Requirement → Read through the lines below for the string "Boulevard" and copy each one that has it.

Dataset entries →
BEGIN
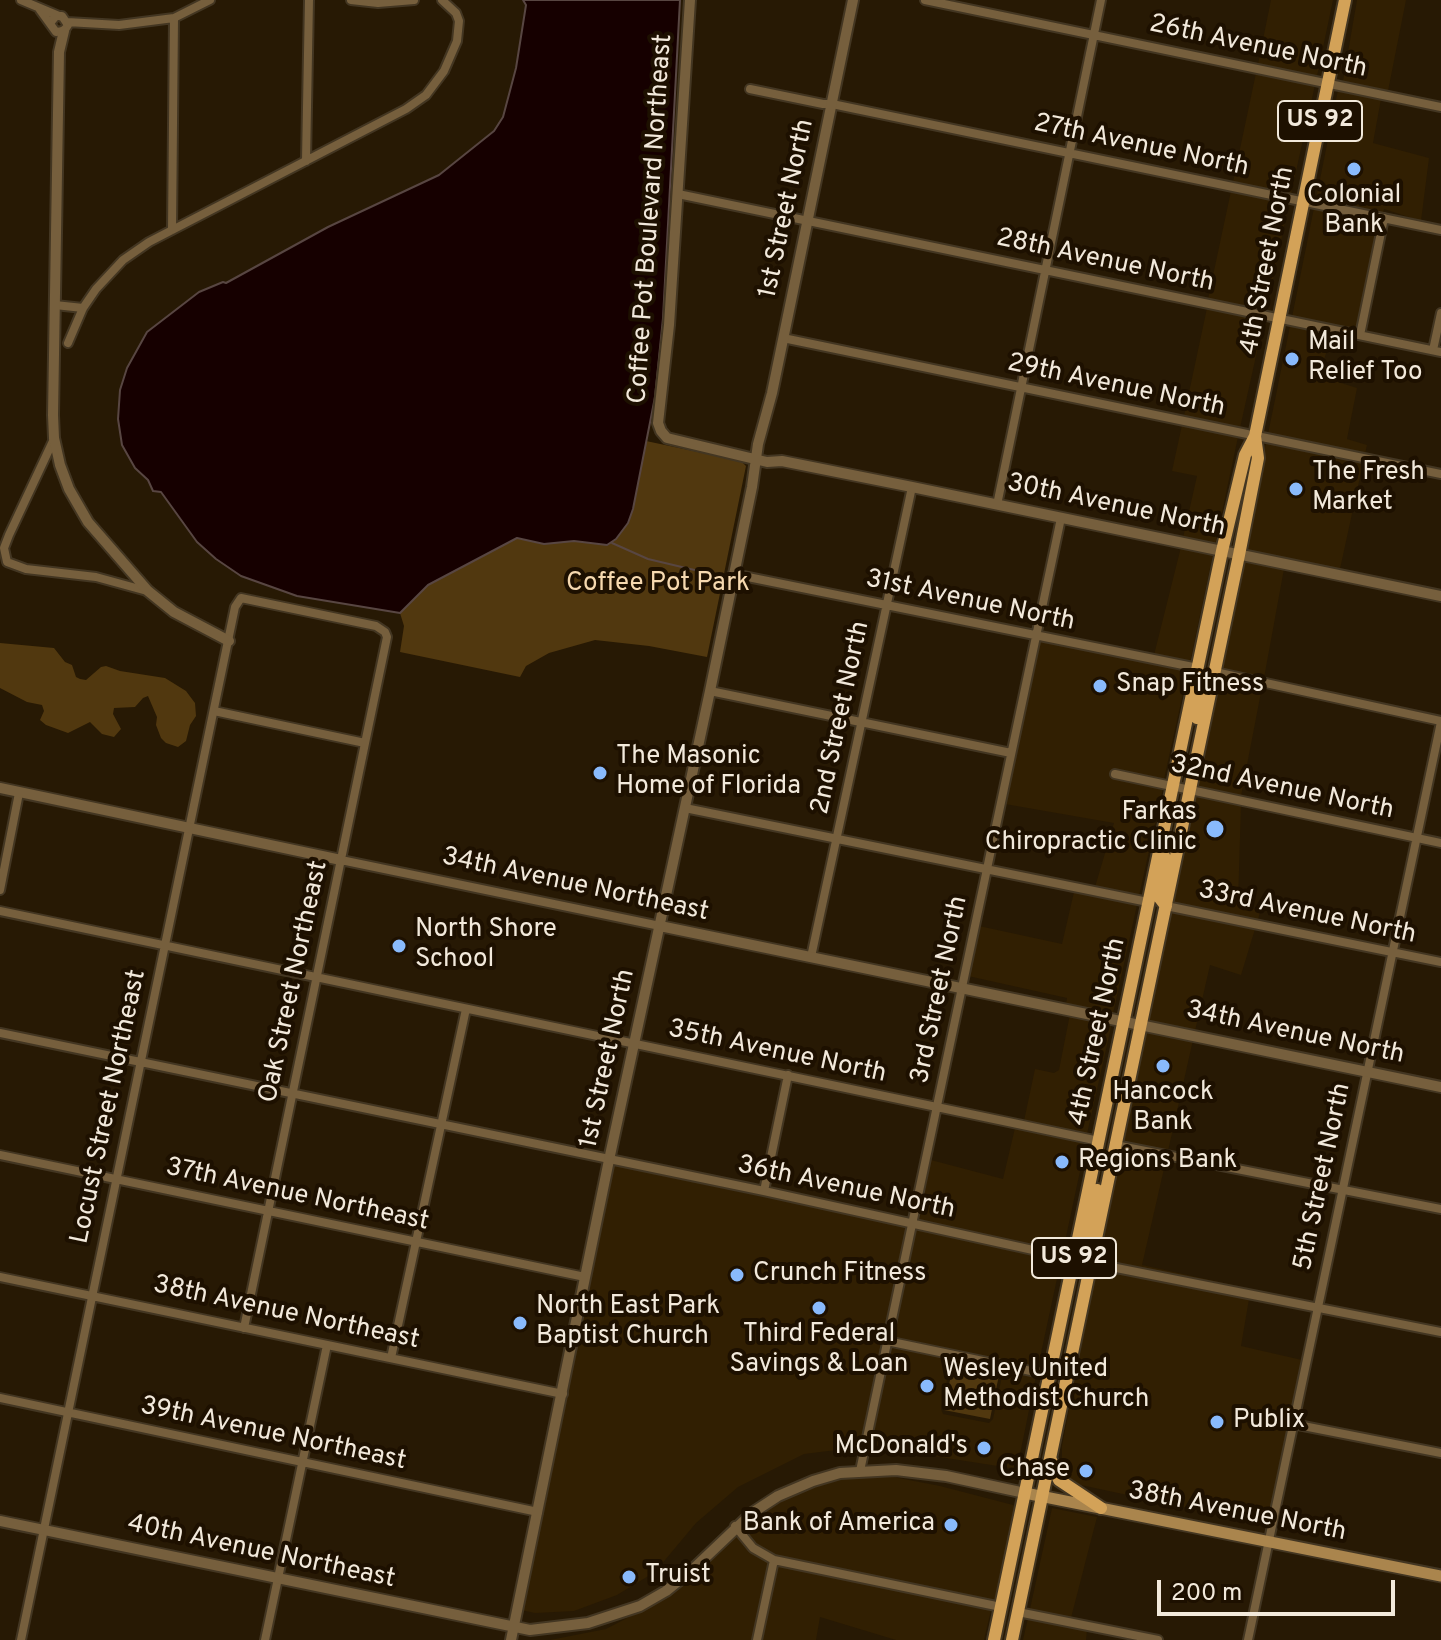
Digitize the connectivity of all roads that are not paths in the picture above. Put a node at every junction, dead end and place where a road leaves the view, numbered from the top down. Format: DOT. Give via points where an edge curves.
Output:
graph roads {
  1 [pos="21,0"];
  2 [pos="210,0"];
  3 [pos="309,0"];
  4 [pos="351,0"];
  5 [pos="414,0"];
  6 [pos="442,0"];
  7 [pos="690,0"];
  8 [pos="853,0"];
  9 [pos="925,0"];
  10 [pos="1101,0"];
  11 [pos="1345,0"];
  12 [pos="174,18"];
  13 [pos="59,24"];
  14 [pos="1094,35"];
  15 [pos="1327,83"];
  16 [pos="750,89"];
  17 [pos="832,104"];
  18 [pos="1441,107"];
  19 [pos="1069,153"];
  20 [pos="306,161"];
  21 [pos="678,194"];
  22 [pos="1302,201"];
  23 [pos="1384,218"];
  24 [pos="808,221"];
  25 [pos="172,230"];
  26 [pos="1441,230"];
  27 [pos="1045,270"];
  28 [pos="55,305"];
  29 [pos="83,308"];
  30 [pos="1441,313"];
  31 [pos="1280,319"];
  32 [pos="1360,335"];
  33 [pos="783,338"];
  34 [pos="68,343"];
  35 [pos="1437,351"];
  36 [pos="1021,387"];
  37 [pos="1255,436"];
  38 [pos="54,438"];
  39 [pos="759,456"];
  40 [pos="1441,474"];
  41 [pos="912,487"];
  42 [pos="997,505"];
  43 [pos="1061,518"];
  44 [pos="1222,551"];
  45 [pos="1239,555"];
  46 [pos="733,574"];
  47 [pos="148,591"];
  48 [pos="1441,596"];
  49 [pos="887,605"];
  50 [pos="1036,636"];
  51 [pos="229,641"];
  52 [pos="386,644"];
  53 [pos="1198,668"];
  54 [pos="1215,672"];
  55 [pos="710,691"];
  56 [pos="214,711"];
  57 [pos="861,722"];
  58 [pos="1441,722"];
  59 [pos="1202,732"];
  60 [pos="365,743"];
  61 [pos="1011,753"];
  62 [pos="1115,774"];
  63 [pos="1173,786"];
  64 [pos="0,788"];
  65 [pos="1190,790"];
  66 [pos="19,793"];
  67 [pos="685,808"];
  68 [pos="189,828"];
  69 [pos="1415,838"];
  70 [pos="836,840"];
  71 [pos="1441,843"];
  72 [pos="1160,846"];
  73 [pos="341,860"];
  74 [pos="987,870"];
  75 [pos="0,890"];
  76 [pos="1148,902"];
  77 [pos="1166,906"];
  78 [pos="0,911"];
  79 [pos="660,926"];
  80 [pos="164,945"];
  81 [pos="1392,952"];
  82 [pos="811,957"];
  83 [pos="1441,962"];
  84 [pos="317,977"];
  85 [pos="962,987"];
  86 [pos="466,1009"];
  87 [pos="1124,1021"];
  88 [pos="1141,1025"];
  89 [pos="0,1033"];
  90 [pos="635,1044"];
  91 [pos="140,1062"];
  92 [pos="1367,1071"];
  93 [pos="788,1075"];
  94 [pos="1441,1087"];
  95 [pos="292,1094"];
  96 [pos="937,1107"];
  97 [pos="442,1125"];
  98 [pos="1099,1141"];
  99 [pos="1115,1145"];
  100 [pos="0,1155"];
  101 [pos="609,1160"];
  102 [pos="117,1179"];
  103 [pos="1341,1189"];
  104 [pos="764,1191"];
  105 [pos="1441,1209"];
  106 [pos="267,1211"];
  107 [pos="912,1224"];
  108 [pos="416,1241"];
  109 [pos="1074,1259"];
  110 [pos="1091,1263"];
  111 [pos="0,1277"];
  112 [pos="585,1277"];
  113 [pos="91,1296"];
  114 [pos="1064,1306"];
  115 [pos="1317,1307"];
  116 [pos="244,1328"];
  117 [pos="1441,1332"];
  118 [pos="887,1341"];
  119 [pos="327,1345"];
  120 [pos="391,1358"];
  121 [pos="1050,1375"];
  122 [pos="1067,1378"];
  123 [pos="563,1394"];
  124 [pos="0,1398"];
  125 [pos="68,1411"];
  126 [pos="1293,1424"];
  127 [pos="1441,1453"];
  128 [pos="1050,1457"];
  129 [pos="303,1462"];
  130 [pos="860,1471"];
  131 [pos="1025,1493"];
  132 [pos="1041,1496"];
  133 [pos="1101,1508"];
  134 [pos="538,1512"];
  135 [pos="0,1521"];
  136 [pos="735,1526"];
  137 [pos="43,1530"];
  138 [pos="1268,1541"];
  139 [pos="774,1560"];
  140 [pos="1441,1576"];
  141 [pos="277,1579"];
  142 [pos="1001,1607"];
  143 [pos="1018,1612"];
  144 [pos="513,1628"];
  145 [pos="21,1640"];
  146 [pos="265,1640"];
  147 [pos="511,1640"];
  148 [pos="757,1640"];
  149 [pos="994,1640"];
  150 [pos="1003,1640"];
  151 [pos="1012,1640"];
  152 [pos="1158,1640"];
  153 [pos="1248,1640"];
  1 -- 13 [label="street"];
  2 -- 12 [label="street"];
  3 -- 20 [label="street"];
  4 -- 5 [label="street"];
  6 -- 20 [label="street" via="456,13 459,29 435,84 406,109"];
  7 -- 21 [label="street, Coffee Pot Boulevard Northeast"];
  8 -- 17 [label="street, 1st Street North"];
  9 -- 14 [label="street, 26th Avenue North"];
  10 -- 14 [label="street"];
  11 -- 15 [label="main road, 4th Street North / US 92"];
  12 -- 13 [label="street" via="119,25"];
  12 -- 25 [label="street"];
  13 -- 28 [label="street"];
  14 -- 15 [label="street, 26th Avenue North"];
  14 -- 19 [label="street"];
  15 -- 18 [label="street, 26th Avenue North"];
  15 -- 22 [label="main road, 4th Street North / US 92"];
  16 -- 17 [label="street, 27th Avenue North"];
  17 -- 19 [label="street, 27th Avenue North"];
  17 -- 24 [label="street, 1st Street North"];
  19 -- 22 [label="street, 27th Avenue North"];
  19 -- 27 [label="street"];
  20 -- 25 [label="street"];
  21 -- 24 [label="street, 28th Avenue North"];
  21 -- 39 [label="street, Coffee Pot Boulevard Northeast" via="658,423 667,438"];
  22 -- 23 [label="street, 27th Avenue North"];
  22 -- 31 [label="main road, 4th Street North / US 92"];
  23 -- 26 [label="street, 27th Avenue North"];
  23 -- 32 [label="street"];
  24 -- 27 [label="street, 28th Avenue North"];
  24 -- 33 [label="street, 1st Street North"];
  25 -- 29 [label="street" via="123,260"];
  27 -- 31 [label="street, 28th Avenue North"];
  27 -- 36 [label="street"];
  28 -- 29 [label="street"];
  28 -- 38 [label="street"];
  29 -- 34 [label="street"];
  30 -- 35 [label="street"];
  31 -- 32 [label="street, 28th Avenue North"];
  31 -- 37 [label="main road, 4th Street North / US 92"];
  32 -- 35 [label="street, 28th Avenue North"];
  33 -- 36 [label="street, 29th Avenue North"];
  33 -- 39 [label="street, 1st Street North"];
  36 -- 37 [label="street, 29th Avenue North"];
  36 -- 42 [label="street"];
  37 -- 40 [label="street, 29th Avenue North"];
  37 -- 44 [label="main road, 4th Street North / US 92" via="1245,455"];
  37 -- 45 [label="main road, 4th Street North / US 92" via="1258,458"];
  38 -- 47 [label="street" via="77,504"];
  38 -- 47 [label="street" via="4,548 7,562"];
  39 -- 41 [label="street, 30th Avenue North"];
  39 -- 46 [label="street, 1st Street North"];
  41 -- 42 [label="street, 30th Avenue North"];
  41 -- 49 [label="street, 2nd Street North"];
  42 -- 43 [label="street, 30th Avenue North"];
  43 -- 44 [label="street, 30th Avenue North"];
  43 -- 50 [label="street, 3rd Street North"];
  44 -- 45 [label="street, 30th Avenue North"];
  44 -- 53 [label="main road, 4th Street North / US 92"];
  45 -- 48 [label="street, 30th Avenue North"];
  45 -- 54 [label="main road, 4th Street North / US 92"];
  46 -- 49 [label="street, 31st Avenue North"];
  46 -- 55 [label="street, 1st Street North"];
  47 -- 51 [label="street" via="174,612"];
  49 -- 50 [label="street, 31st Avenue North"];
  49 -- 57 [label="street, 2nd Street North"];
  50 -- 53 [label="street, 31st Avenue North"];
  50 -- 61 [label="street, 3rd Street North"];
  51 -- 52 [label="street, Locust Street Northeast" via="241,598 381,628"];
  51 -- 56 [label="street, Locust Street Northeast"];
  52 -- 60 [label="street, Oak Street Northeast"];
  53 -- 59 [label="main road" via="1204,679 1196,719"];
  53 -- 63 [label="main road, 4th Street North / US 92"];
  54 -- 58 [label="street"];
  54 -- 59 [label="main road, 4th Street North / US 92"];
  55 -- 57 [label="street"];
  55 -- 67 [label="street, 1st Street North"];
  56 -- 60 [label="street"];
  56 -- 68 [label="street, Locust Street Northeast"];
  57 -- 61 [label="street"];
  57 -- 70 [label="street, 2nd Street North"];
  58 -- 69 [label="street, 5th Street North"];
  59 -- 65 [label="main road, 4th Street North / US 92"];
  60 -- 73 [label="street, Oak Street Northeast"];
  61 -- 74 [label="street, 3rd Street North"];
  62 -- 63 [label="street, 32nd Avenue North"];
  63 -- 65 [label="street, 32nd Avenue North"];
  63 -- 72 [label="main road, 4th Street North / US 92"];
  64 -- 66 [label="street, 34th Avenue Northeast"];
  65 -- 69 [label="street, 32nd Avenue North"];
  65 -- 77 [label="main road, 4th Street North / US 92"];
  66 -- 68 [label="street, 34th Avenue Northeast"];
  66 -- 75 [label="street"];
  67 -- 70 [label="street"];
  67 -- 79 [label="street, 1st Street North"];
  68 -- 73 [label="street, 34th Avenue Northeast"];
  68 -- 80 [label="street, Locust Street Northeast"];
  69 -- 71 [label="street, 32nd Avenue North"];
  69 -- 81 [label="street, 5th Street North"];
  70 -- 74 [label="street"];
  70 -- 82 [label="street, 2nd Street North"];
  72 -- 76 [label="main road, 4th Street North / US 92"];
  72 -- 77 [label="main road" via="1166,861 1159,897"];
  73 -- 79 [label="street, 34th Avenue Northeast"];
  73 -- 84 [label="street, Oak Street Northeast"];
  74 -- 76 [label="street"];
  74 -- 85 [label="street, 3rd Street North"];
  76 -- 87 [label="main road, 4th Street North / US 92"];
  77 -- 81 [label="street, 33rd Avenue North"];
  77 -- 88 [label="main road, 4th Street North / US 92"];
  78 -- 80 [label="street, 35th Avenue North"];
  79 -- 82 [label="street, 34th Avenue Northeast"];
  79 -- 90 [label="street, 1st Street North"];
  80 -- 84 [label="street, 35th Avenue North"];
  80 -- 91 [label="street, Locust Street Northeast"];
  81 -- 83 [label="street, 33rd Avenue North"];
  81 -- 92 [label="street, 5th Street North"];
  82 -- 85 [label="street, 34th Avenue Northeast"];
  84 -- 86 [label="street, 35th Avenue North"];
  84 -- 95 [label="street, Oak Street Northeast"];
  85 -- 87 [label="street, 34th Avenue Northeast"];
  85 -- 96 [label="street, 3rd Street North"];
  86 -- 90 [label="street, 35th Avenue North"];
  86 -- 97 [label="street"];
  87 -- 88 [label="street, 34th Avenue Northeast"];
  87 -- 98 [label="main road, 4th Street North / US 92"];
  88 -- 92 [label="street, 34th Avenue North"];
  88 -- 99 [label="main road, 4th Street North / US 92"];
  89 -- 91 [label="street, 36th Avenue North"];
  90 -- 93 [label="street, 35th Avenue North"];
  90 -- 101 [label="street, 1st Street North"];
  91 -- 95 [label="street, 36th Avenue North"];
  91 -- 102 [label="street, Locust Street Northeast"];
  92 -- 94 [label="street, 34th Avenue North"];
  92 -- 103 [label="street, 5th Street North"];
  93 -- 96 [label="street, 35th Avenue North"];
  93 -- 104 [label="street"];
  95 -- 97 [label="street, 36th Avenue North"];
  95 -- 106 [label="street, Oak Street Northeast"];
  96 -- 98 [label="street, 35th Avenue North"];
  96 -- 107 [label="street, 3rd Street North"];
  97 -- 101 [label="street, 36th Avenue North"];
  97 -- 108 [label="street"];
  98 -- 109 [label="main road, 4th Street North / US 92"];
  98 -- 110 [label="main road" via="1104,1151 1086,1253"];
  99 -- 103 [label="street"];
  99 -- 110 [label="main road, 4th Street North / US 92"];
  100 -- 102 [label="street, 37th Avenue Northeast"];
  101 -- 104 [label="street, 36th Avenue North"];
  101 -- 112 [label="street, 1st Street North"];
  102 -- 106 [label="street, 37th Avenue Northeast"];
  102 -- 113 [label="street, Locust Street Northeast"];
  103 -- 105 [label="street"];
  103 -- 115 [label="street, 5th Street North"];
  104 -- 107 [label="street, 36th Avenue North"];
  106 -- 108 [label="street, 37th Avenue Northeast"];
  106 -- 116 [label="street, Oak Street Northeast"];
  107 -- 109 [label="street, 36th Avenue North"];
  107 -- 118 [label="street, 3rd Street North"];
  108 -- 112 [label="street, 37th Avenue Northeast"];
  108 -- 120 [label="street"];
  109 -- 114 [label="main road, 4th Street North / US 92"];
  110 -- 115 [label="street"];
  110 -- 122 [label="main road, 4th Street North / US 92"];
  111 -- 113 [label="street, 38th Avenue Northeast"];
  112 -- 123 [label="street, 1st Street North"];
  113 -- 116 [label="street, 38th Avenue Northeast"];
  113 -- 125 [label="street, Locust Street Northeast"];
  114 -- 121 [label="main road, 4th Street North / US 92"];
  114 -- 122 [label="main road" via="1069,1315 1059,1370"];
  115 -- 117 [label="street"];
  115 -- 126 [label="street, 5th Street North"];
  116 -- 119 [label="street, 38th Avenue Northeast"];
  118 -- 121 [label="street"];
  118 -- 130 [label="street, 3rd Street North"];
  119 -- 120 [label="street, 38th Avenue Northeast"];
  119 -- 129 [label="street"];
  120 -- 123 [label="street, 38th Avenue Northeast"];
  121 -- 131 [label="main road, 4th Street North / US 92"];
  122 -- 128 [label="main road, 4th Street North / US 92"];
  123 -- 134 [label="street, 1st Street North"];
  124 -- 125 [label="street, 39th Avenue Northeast"];
  125 -- 129 [label="street, 39th Avenue Northeast"];
  125 -- 137 [label="street, Locust Street Northeast"];
  126 -- 127 [label="street"];
  126 -- 138 [label="street, 5th Street North"];
  128 -- 132 [label="main road, 4th Street North / US 92"];
  128 -- 133 [label="main road" via="1059,1480"];
  129 -- 134 [label="street, 39th Avenue Northeast"];
  129 -- 141 [label="street"];
  130 -- 131 [label="street" via="912,1471"];
  130 -- 136 [label="street" via="797,1486"];
  131 -- 132 [label="main road, 38th Avenue North"];
  131 -- 142 [label="main road, 4th Street North / US 92"];
  132 -- 133 [label="main road, 38th Avenue North"];
  132 -- 143 [label="main road, 4th Street North / US 92"];
  133 -- 138 [label="main road, 38th Avenue North"];
  134 -- 144 [label="street, 1st Street North"];
  135 -- 137 [label="street, 40th Avenue Northeast"];
  136 -- 139 [label="street" via="753,1548"];
  136 -- 144 [label="street" via="692,1570 640,1606 588,1623"];
  137 -- 141 [label="street, 40th Avenue Northeast"];
  137 -- 145 [label="street, Locust Street Northeast"];
  138 -- 140 [label="main road, 38th Avenue North"];
  138 -- 153 [label="street, 5th Street North"];
  139 -- 142 [label="street"];
  139 -- 148 [label="street"];
  141 -- 144 [label="street, 40th Avenue Northeast"];
  141 -- 146 [label="street"];
  142 -- 149 [label="main road, 4th Street North / US 92"];
  142 -- 150 [label="main road" via="1006,1616"];
  143 -- 151 [label="main road, 4th Street North / US 92"];
  143 -- 152 [label="street"];
  144 -- 147 [label="street, 1st Street North"];
}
END
Written solution →
  7 -- 21 [label="street, Coffee Pot Boulevard Northeast"];
  21 -- 39 [label="street, Coffee Pot Boulevard Northeast" via="658,423 667,438"];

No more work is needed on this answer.